The survey also found that one in five employed Canadians don't think their company is committed to providing its employees with the latest and best software, technology and tools.
"Canadian information workers are facing a productivity gap now, compared [with] their counterparts in other countries," said Mike
Bulmer, Microsoft Office System product manager for Microsoft Canada. "A lot of that has to do with technology."
This will negatively affect companies on a number of fronts, says an Ottawa sales consultant and a headhunter in an executive search firm based in Vancouver.
"From a sales perspective, equipping your people with technology is key to being successful," said consultant Les Faber of Faber and Associates. "Do they have a cellphone, a mobile device, a laptop computer, the softweare that makes these things run? Is the software collaborative? You want your people to hit the road running, be out there selling, not diddling with things."
Headhunter Kathryn Young of Ray & Berndtson, a search firm that seeks and places top-level executives, said candidates increasingly focus on the technology available in a given company.
"Candidates are asking about technology," she said. "They want to know about the tools that can make them successful.
"We see it all the time recruiting for a [chief financial officer]. They want to know what the budget is, and if it's not in place, is there an appetite with management to get it. It is becoming ever more critical."
Bulmer said more Canadian companies need to understand the importance of integrating people and information.
"You want to automate processes and then make them work together, but the third thing is when you put the people back in," he said. "That's when you get some real magic happening.

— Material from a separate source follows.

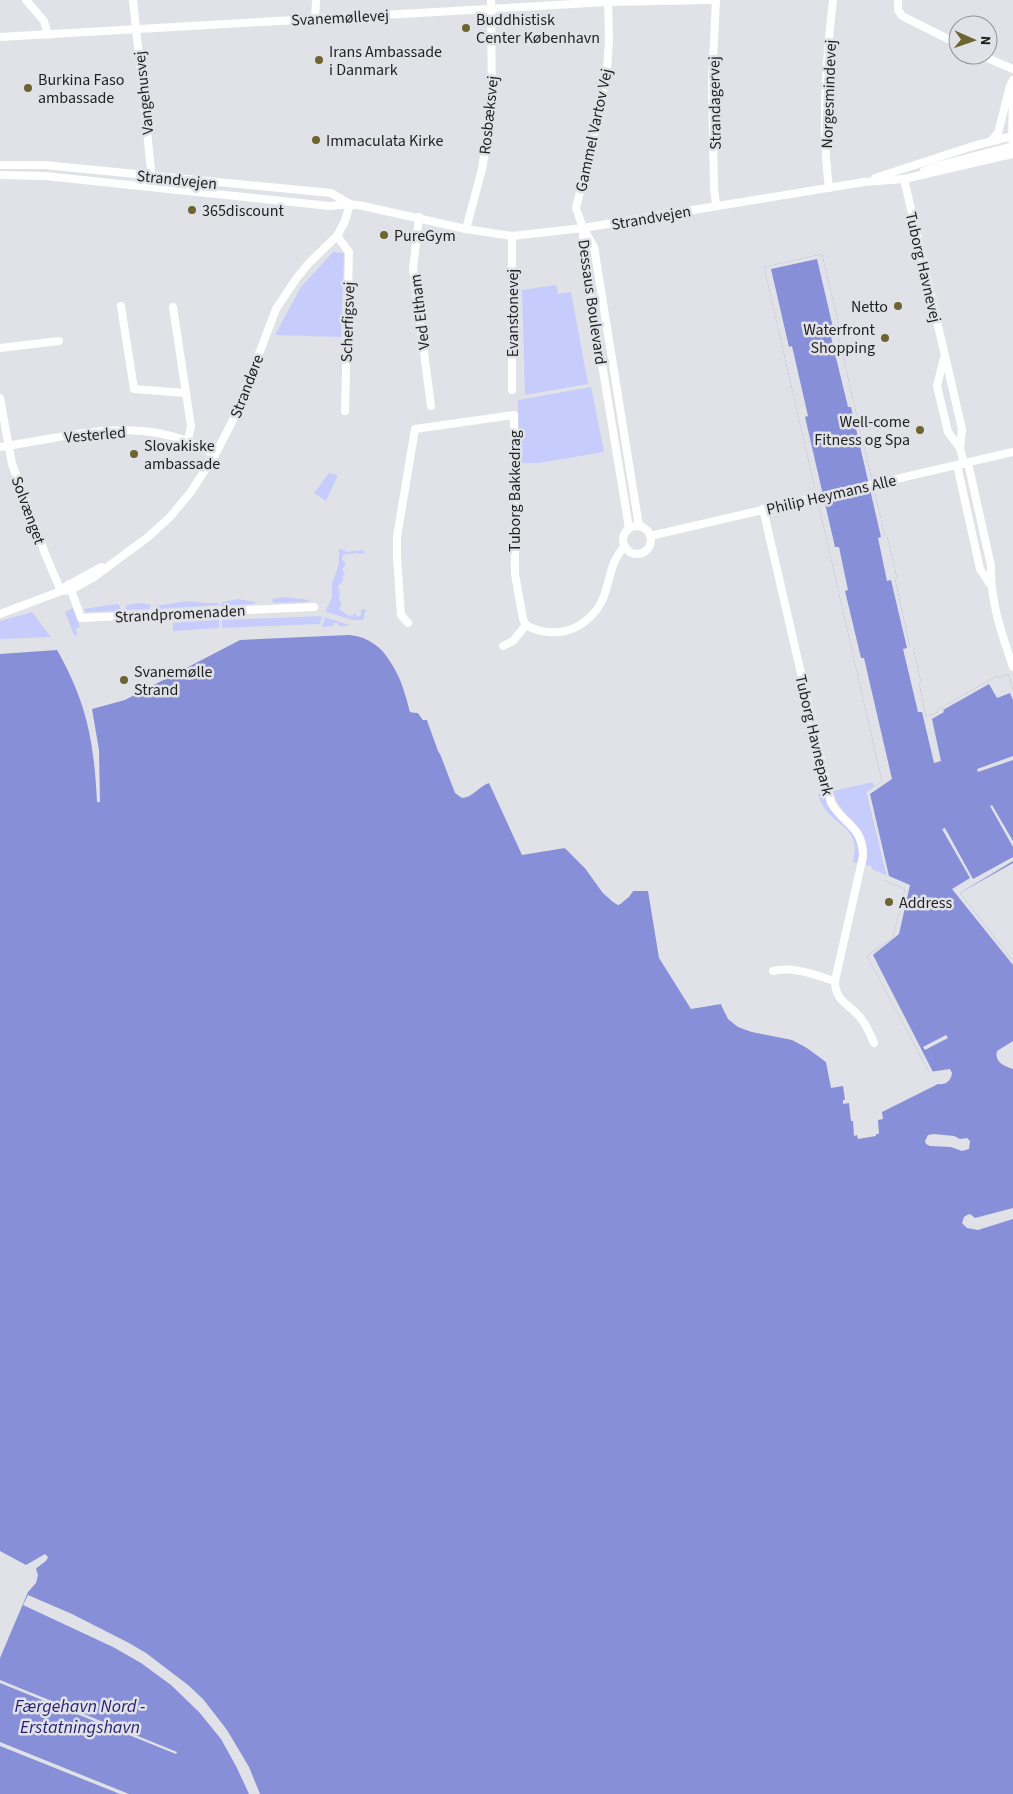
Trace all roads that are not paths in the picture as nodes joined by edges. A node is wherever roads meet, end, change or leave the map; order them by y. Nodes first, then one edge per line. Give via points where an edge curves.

"You take a person who used to input the information and now their job is to look at the orders as they go by and look for red flags.
"If you give a person the right tool, they can provide value more than just inputting information.
"Canadian companies need to get on that bandwagon. It's not the document -- it's the information that's stored in that document that has the value. You need to have the tools so that everybody can access that information."
Faber said implementing technology is more than writing a cheque. Money must be spent wisely.
"You have to make sure that all levels of mangement get involved in the process," he said. "Years ago, it was restricted to finance. If a CEO is smart, he will patch into different areas of the company."
Young agreed that technology investments are to a degree a leap of faith, as results are difficult to measure in an abstract way.
"It's hard to correlate the return on the investment," she said. "You have to look at customer satisfaction, employee efficiency. Some of these capital expenditures need to be looked at from 15 years out.
"But a company that is using technology well is going to be successful. [It attracts] better people, who in turn drive the company better."